» Task description: Return, word for word, only the lines of the data below that lie between the line with "middle pip: (302, 242)" and the line with "wrist: (879, 579)", those two lines included.
══════════════════════════════
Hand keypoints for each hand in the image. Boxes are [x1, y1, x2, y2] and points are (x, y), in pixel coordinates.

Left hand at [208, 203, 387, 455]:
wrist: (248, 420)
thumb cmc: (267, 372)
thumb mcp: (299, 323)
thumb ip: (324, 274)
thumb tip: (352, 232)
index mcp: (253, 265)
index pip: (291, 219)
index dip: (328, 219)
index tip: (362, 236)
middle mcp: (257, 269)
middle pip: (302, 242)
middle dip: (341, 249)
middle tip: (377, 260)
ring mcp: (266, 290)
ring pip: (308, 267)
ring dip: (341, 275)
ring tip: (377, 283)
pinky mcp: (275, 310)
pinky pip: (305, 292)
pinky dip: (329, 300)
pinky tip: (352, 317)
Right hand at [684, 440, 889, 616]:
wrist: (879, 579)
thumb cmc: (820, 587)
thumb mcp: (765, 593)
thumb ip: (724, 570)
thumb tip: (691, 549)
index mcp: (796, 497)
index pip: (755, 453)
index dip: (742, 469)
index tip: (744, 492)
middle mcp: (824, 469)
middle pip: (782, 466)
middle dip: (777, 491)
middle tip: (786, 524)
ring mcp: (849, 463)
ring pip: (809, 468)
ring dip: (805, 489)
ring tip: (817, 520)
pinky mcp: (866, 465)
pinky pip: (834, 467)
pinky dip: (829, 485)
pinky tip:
══════════════════════════════
» Response to the task:
middle pip: (302, 242)
middle dip: (341, 249)
middle tip: (377, 260)
ring mcp: (266, 290)
ring pip: (308, 267)
ring dip: (341, 275)
ring tip: (377, 283)
pinky mcp: (275, 310)
pinky pip: (305, 292)
pinky dip: (329, 300)
pinky tip: (352, 317)
Right hand at [684, 440, 889, 616]:
wrist: (879, 579)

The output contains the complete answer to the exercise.